I think you could make it work, for a short while. My concern would be that the motor in the eBay ad may not be up to running continuously. I'd expect a 4hp motor of that size, running on just 24V, to have a fair bit more ventilation than that appears to have. If designed for a winch, then it may well only be intended to be run at low duty cycles.

It may be OK, but I think I'd want to check to be sure before splashing out.

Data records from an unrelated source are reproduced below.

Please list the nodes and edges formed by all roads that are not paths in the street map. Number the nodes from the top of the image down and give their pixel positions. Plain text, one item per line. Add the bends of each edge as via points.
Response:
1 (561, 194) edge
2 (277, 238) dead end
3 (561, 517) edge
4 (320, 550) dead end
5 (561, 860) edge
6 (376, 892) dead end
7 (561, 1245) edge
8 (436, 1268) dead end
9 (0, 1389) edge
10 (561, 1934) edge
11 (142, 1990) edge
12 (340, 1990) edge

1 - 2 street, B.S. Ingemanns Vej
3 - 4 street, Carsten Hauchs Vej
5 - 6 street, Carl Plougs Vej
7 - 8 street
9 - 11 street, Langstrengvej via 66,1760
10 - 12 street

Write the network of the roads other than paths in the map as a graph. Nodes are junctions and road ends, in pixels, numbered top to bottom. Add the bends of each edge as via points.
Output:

The Etek motors aren't available any more, as far as I know Briggs and Stratton stopped making them a while ago (although they pop up on eBay from time to time). One of the guys behind the Etek, John Fiorenza, makes a couple of motors that are pretty similar to the Etek though. The Mars ME0708 is pretty much a direct swap with an Etek and is $450. The Mars ME0709 is a better bet for a motorcycle as it has a lower kV, so matches better to standard sprockets.

You can buy these direct from John at Mars Electric LLC - he's a great guy to deal with in my experience. See http://www.marselectricllc.com/ for details. At least one re-seller is selling these motors badged as Eteks, calling them the Etek R and the Etek RT for the two models respectively, which I personally think is nothing more than marketing hype. You can get them cheaper direct from John though!

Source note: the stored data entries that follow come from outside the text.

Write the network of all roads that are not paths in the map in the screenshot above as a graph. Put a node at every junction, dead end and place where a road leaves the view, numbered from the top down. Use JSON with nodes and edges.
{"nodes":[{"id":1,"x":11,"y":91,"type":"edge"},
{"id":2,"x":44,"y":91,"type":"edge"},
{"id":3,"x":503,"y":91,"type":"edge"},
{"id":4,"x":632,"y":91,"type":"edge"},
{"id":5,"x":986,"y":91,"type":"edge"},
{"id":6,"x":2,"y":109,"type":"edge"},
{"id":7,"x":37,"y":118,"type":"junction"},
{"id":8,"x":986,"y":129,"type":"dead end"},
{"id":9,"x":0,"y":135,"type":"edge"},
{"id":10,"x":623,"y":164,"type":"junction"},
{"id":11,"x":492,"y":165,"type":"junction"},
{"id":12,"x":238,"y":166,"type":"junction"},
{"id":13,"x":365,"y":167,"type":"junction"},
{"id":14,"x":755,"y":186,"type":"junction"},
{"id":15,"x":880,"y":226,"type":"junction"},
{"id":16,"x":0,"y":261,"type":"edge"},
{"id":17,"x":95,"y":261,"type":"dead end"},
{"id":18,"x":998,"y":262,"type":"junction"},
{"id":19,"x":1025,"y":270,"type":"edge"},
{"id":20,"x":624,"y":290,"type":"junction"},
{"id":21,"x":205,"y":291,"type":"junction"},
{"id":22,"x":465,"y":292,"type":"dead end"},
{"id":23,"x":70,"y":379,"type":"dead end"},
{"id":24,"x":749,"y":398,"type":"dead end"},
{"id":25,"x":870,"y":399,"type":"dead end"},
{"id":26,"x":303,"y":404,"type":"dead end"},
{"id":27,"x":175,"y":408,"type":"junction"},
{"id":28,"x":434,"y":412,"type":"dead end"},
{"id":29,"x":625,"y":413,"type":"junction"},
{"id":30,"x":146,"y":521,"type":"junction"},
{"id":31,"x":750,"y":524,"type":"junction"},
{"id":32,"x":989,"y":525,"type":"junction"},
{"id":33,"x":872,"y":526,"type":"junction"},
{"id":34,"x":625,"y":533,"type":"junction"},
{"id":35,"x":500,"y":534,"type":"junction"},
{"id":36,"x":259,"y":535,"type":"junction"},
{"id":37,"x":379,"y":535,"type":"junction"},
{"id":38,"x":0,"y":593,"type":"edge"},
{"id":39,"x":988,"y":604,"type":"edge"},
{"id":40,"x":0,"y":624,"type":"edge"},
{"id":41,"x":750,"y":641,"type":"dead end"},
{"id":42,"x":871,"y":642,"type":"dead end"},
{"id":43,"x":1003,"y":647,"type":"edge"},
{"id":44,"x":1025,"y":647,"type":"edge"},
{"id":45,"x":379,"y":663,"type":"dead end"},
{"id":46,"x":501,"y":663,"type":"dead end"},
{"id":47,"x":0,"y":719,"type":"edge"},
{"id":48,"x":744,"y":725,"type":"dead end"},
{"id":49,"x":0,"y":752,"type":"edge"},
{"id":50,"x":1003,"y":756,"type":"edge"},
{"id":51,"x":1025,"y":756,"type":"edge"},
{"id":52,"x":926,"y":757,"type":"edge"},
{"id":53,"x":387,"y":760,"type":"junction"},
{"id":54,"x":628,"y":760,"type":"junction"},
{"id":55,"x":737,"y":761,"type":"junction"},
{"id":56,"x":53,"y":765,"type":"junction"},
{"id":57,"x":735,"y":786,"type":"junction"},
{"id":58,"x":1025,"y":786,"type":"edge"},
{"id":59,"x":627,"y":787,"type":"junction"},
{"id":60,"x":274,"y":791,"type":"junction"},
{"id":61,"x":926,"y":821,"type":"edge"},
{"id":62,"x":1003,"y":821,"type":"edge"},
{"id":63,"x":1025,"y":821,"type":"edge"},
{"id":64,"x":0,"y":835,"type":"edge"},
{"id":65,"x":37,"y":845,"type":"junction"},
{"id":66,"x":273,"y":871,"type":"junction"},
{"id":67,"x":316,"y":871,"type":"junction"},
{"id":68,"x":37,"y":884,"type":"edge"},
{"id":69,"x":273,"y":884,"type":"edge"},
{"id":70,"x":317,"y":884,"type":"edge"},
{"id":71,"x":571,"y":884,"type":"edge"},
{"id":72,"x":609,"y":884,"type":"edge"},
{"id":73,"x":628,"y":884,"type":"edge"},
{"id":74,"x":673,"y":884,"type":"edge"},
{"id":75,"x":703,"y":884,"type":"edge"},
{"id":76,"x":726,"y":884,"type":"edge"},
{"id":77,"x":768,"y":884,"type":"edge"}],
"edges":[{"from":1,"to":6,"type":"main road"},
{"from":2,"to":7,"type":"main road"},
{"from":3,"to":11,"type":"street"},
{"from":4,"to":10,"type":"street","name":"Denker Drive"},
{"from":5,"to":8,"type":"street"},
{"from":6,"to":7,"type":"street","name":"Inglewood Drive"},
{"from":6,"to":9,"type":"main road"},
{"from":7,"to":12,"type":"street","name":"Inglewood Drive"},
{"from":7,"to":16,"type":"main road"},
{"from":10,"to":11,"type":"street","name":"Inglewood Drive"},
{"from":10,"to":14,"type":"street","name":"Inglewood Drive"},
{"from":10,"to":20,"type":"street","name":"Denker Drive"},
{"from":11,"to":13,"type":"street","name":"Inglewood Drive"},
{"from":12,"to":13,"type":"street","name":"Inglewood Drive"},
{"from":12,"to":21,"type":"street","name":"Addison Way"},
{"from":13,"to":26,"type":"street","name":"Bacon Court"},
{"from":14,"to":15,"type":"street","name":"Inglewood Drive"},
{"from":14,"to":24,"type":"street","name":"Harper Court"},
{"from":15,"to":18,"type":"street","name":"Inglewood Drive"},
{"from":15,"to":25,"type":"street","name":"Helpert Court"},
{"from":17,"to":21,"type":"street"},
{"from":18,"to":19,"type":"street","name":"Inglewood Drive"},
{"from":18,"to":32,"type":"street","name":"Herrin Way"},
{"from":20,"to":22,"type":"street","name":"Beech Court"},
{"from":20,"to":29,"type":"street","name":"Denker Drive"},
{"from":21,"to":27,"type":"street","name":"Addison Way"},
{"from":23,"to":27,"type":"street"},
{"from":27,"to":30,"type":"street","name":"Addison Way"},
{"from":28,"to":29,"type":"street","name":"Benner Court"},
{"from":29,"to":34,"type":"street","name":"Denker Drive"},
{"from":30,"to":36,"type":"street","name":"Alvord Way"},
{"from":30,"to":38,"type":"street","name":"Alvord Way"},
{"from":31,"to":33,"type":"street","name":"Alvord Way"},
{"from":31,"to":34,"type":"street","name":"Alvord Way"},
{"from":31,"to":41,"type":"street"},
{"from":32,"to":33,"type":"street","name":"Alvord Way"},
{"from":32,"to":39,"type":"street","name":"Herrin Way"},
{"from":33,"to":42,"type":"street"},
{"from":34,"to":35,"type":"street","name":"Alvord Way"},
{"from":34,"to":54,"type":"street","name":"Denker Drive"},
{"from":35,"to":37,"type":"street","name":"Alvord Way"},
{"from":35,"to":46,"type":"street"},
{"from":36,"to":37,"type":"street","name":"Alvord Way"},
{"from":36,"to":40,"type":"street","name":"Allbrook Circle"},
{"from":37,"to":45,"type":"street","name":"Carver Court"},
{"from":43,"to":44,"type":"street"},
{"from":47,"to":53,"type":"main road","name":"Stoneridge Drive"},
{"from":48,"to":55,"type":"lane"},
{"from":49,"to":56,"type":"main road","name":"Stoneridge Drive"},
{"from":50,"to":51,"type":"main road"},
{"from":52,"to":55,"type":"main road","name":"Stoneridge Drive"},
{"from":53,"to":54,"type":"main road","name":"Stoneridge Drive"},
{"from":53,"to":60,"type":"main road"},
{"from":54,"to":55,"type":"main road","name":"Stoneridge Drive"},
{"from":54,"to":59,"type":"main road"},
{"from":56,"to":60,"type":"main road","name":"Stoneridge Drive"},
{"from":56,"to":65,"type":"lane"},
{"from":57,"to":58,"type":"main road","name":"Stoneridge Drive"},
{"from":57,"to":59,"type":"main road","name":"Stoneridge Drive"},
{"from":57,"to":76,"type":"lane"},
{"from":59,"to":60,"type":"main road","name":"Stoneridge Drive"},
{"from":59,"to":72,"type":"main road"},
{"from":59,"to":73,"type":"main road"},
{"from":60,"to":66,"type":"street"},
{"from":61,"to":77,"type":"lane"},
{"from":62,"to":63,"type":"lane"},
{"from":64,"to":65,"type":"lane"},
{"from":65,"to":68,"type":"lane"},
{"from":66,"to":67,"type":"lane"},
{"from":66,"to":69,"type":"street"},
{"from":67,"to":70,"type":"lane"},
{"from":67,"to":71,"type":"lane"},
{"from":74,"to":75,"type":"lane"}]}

I realise that these motors might blow your budget, but I think you'll find that they may save you money in the long run, as they have been well proven in similar projects.

Jeremy


----------



## ngrimm (Oct 19, 2007)

Could you make 7" diam x 9.75" not counting the shafts work? It weighs a little over 60lbs and is slightly shorter than what is on my Ninja. Dual 3/4" splined shafts, reversible. The plate has no ratings on it but based on the weight and size it should be close to the power of this motor: 
http://www.electricvehiclesusa.com/product_p/mo-es-22-2.htm 

Pics:
http://s106.photobucket.com/albums/m254/n_grimm/Yale motor/

Let me know if you are interested or off to Ebay. Norm


----------



## DeathBlade556 (Jul 19, 2008)

ngrimm said:


> Could you make 7" diam x 9.75" not counting the shafts work? It weighs a little over 60lbs and is slightly shorter than what is on my Ninja. Dual 3/4" splined shafts, reversible. The plate has no ratings on it but based on the weight and size it should be close to the power of this motor:
> http://www.electricvehiclesusa.com/product_p/mo-es-22-2.htm
> 
> Pics:
> ...


Well what kind of price were you lookin for?, I could get it to work on a larger bike, or on the 185 if I added a jack shaft, or type of transfer case, Could you post the info from the plate?


----------



## ngrimm (Oct 19, 2007)

How about $125 plus shipping? Incidently, I have had it connected to 12 volts and it spins up fine but I have never had it apart. It would ship at about 70 lbs so ground from 97503. I picked a PA zip and Fedex shows about $60 for home delivery. Round off to $175 shipped. I would be glad to send you my Ebay info so you could look at my feedback as well. Transacting business here makes me feel like the money changers that Jesus chased out of the temple with whips. Guess I better make a donation to the forum/temple  Norm


----------



## ngrimm (Oct 19, 2007)

Part 7300130 20
Serial E11472
Type R


----------



## DeathBlade556 (Jul 19, 2008)

Well I have to look for a new bike frame I was going to drive over and get the bike and when I got there it wasnt anything like he described, the forks where bent BAD and the brakes and lights were gone and all the plastic was cracked . Looks like some one dropped it and then got it ran over by truck, then possibly used as a boat anchor. Time to look for another frame


----------